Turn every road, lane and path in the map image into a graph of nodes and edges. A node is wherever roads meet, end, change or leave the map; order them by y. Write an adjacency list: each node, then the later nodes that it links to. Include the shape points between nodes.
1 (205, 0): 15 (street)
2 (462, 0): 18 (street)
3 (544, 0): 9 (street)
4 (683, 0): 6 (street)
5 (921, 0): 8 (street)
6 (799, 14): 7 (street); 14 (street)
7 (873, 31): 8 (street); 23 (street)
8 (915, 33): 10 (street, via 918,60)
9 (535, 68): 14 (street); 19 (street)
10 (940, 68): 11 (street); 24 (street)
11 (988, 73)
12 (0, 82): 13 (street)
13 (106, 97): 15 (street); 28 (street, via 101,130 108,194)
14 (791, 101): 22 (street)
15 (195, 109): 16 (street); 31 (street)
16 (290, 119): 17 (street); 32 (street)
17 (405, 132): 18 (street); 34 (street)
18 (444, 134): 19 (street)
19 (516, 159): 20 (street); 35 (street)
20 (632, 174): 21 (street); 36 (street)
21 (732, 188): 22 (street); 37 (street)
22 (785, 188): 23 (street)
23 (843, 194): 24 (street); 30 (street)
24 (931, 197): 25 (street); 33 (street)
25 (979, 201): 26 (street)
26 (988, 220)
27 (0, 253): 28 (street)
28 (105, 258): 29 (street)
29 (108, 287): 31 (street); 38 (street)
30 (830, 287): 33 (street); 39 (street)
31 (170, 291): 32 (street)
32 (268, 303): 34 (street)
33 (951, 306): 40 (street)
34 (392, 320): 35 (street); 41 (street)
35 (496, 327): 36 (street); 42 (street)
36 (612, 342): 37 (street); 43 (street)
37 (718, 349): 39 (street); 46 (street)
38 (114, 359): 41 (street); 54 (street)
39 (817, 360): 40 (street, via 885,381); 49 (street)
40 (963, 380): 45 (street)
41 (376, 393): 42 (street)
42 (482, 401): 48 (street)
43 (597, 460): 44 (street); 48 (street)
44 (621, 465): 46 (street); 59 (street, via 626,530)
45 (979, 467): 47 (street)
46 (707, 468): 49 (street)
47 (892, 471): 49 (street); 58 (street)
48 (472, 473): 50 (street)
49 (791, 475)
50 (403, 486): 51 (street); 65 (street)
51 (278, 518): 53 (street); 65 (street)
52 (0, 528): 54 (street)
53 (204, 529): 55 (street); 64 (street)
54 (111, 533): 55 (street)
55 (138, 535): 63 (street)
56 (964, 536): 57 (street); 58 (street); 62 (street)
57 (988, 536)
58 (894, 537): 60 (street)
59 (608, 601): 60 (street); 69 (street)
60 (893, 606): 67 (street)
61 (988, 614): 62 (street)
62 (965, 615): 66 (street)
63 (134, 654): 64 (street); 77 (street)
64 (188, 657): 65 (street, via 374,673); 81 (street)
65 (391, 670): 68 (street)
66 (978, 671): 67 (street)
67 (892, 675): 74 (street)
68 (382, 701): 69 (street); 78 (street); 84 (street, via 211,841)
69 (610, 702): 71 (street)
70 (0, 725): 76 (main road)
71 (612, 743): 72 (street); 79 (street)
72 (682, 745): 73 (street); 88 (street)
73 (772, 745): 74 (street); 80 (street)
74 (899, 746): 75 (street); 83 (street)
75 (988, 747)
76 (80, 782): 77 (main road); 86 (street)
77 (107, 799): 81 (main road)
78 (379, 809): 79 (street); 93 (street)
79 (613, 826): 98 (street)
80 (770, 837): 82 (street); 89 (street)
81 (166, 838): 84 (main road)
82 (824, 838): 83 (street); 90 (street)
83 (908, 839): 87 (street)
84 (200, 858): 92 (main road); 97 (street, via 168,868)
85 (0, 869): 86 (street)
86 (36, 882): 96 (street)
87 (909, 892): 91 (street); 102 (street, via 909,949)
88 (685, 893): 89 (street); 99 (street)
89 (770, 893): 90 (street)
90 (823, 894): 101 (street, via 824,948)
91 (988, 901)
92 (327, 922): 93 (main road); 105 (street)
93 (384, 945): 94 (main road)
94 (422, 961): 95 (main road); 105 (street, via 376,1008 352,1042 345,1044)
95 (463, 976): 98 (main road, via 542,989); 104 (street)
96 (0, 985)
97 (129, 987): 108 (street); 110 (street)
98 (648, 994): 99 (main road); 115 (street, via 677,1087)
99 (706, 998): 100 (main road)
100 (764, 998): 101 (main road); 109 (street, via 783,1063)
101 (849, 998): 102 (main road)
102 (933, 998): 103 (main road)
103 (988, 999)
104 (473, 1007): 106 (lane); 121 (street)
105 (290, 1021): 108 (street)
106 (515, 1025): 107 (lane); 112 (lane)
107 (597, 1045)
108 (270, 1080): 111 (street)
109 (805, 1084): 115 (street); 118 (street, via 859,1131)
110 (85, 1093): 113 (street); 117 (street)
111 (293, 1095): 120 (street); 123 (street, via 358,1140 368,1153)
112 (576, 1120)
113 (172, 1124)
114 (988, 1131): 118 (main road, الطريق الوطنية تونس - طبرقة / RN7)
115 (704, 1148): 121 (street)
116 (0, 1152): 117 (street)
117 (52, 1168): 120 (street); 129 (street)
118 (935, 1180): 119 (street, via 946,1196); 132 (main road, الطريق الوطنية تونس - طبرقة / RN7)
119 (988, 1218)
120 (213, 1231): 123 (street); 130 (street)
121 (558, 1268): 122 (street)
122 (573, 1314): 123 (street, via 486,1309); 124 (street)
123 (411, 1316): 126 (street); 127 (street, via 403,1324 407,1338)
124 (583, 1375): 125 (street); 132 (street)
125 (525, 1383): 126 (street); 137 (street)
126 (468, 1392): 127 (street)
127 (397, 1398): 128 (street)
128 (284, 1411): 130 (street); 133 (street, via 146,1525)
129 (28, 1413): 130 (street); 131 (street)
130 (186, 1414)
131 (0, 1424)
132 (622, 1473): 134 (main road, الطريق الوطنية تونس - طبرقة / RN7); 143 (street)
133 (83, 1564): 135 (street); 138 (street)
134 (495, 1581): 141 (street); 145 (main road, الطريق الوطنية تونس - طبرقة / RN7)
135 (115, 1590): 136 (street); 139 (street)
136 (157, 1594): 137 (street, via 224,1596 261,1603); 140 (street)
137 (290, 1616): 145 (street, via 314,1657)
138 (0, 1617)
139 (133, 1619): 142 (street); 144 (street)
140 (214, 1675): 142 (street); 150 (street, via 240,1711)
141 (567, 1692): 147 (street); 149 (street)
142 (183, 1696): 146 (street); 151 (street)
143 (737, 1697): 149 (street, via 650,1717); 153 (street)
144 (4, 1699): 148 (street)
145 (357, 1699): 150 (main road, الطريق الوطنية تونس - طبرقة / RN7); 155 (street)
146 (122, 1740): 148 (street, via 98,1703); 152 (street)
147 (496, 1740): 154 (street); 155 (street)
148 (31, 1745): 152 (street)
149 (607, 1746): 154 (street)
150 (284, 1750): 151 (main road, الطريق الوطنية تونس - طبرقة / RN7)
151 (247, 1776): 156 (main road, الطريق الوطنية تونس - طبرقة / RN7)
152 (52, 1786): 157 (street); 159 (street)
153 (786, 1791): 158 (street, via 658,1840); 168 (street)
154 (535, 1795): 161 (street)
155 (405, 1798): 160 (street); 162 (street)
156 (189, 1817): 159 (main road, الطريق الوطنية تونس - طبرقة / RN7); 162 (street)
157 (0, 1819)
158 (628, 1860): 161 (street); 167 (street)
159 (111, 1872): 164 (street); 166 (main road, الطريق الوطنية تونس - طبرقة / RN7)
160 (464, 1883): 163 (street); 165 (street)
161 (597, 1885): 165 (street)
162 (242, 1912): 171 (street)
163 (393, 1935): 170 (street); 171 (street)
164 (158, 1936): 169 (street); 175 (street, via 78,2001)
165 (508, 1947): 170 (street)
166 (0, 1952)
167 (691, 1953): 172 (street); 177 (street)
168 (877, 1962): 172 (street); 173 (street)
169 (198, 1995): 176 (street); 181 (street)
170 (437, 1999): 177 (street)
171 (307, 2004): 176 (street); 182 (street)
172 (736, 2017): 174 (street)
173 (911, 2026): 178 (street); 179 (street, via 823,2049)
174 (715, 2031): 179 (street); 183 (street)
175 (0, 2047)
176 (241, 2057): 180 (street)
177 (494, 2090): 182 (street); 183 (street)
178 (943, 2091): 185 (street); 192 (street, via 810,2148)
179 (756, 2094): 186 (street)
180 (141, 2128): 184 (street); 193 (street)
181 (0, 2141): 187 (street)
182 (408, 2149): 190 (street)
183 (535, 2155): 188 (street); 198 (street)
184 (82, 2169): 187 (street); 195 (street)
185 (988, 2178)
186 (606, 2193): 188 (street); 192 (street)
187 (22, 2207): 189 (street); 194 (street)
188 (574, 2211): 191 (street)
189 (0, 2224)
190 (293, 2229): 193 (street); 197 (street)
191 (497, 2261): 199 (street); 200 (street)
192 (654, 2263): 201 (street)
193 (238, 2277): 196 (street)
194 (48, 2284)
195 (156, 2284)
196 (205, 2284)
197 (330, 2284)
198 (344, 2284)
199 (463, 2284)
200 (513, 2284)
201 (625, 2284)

# [TASK BRIEF]
Which lines above carry the string "الطريق"? Copy those lines.

# [RESPONSE TO THIS EXERCISE]
114 (988, 1131): 118 (main road, الطريق الوطنية تونس - طبرقة / RN7)
118 (935, 1180): 119 (street, via 946,1196); 132 (main road, الطريق الوطنية تونس - طبرقة / RN7)
132 (622, 1473): 134 (main road, الطريق الوطنية تونس - طبرقة / RN7); 143 (street)
134 (495, 1581): 141 (street); 145 (main road, الطريق الوطنية تونس - طبرقة / RN7)
145 (357, 1699): 150 (main road, الطريق الوطنية تونس - طبرقة / RN7); 155 (street)
150 (284, 1750): 151 (main road, الطريق الوطنية تونس - طبرقة / RN7)
151 (247, 1776): 156 (main road, الطريق الوطنية تونس - طبرقة / RN7)
156 (189, 1817): 159 (main road, الطريق الوطنية تونس - طبرقة / RN7); 162 (street)
159 (111, 1872): 164 (street); 166 (main road, الطريق الوطنية تونس - طبرقة / RN7)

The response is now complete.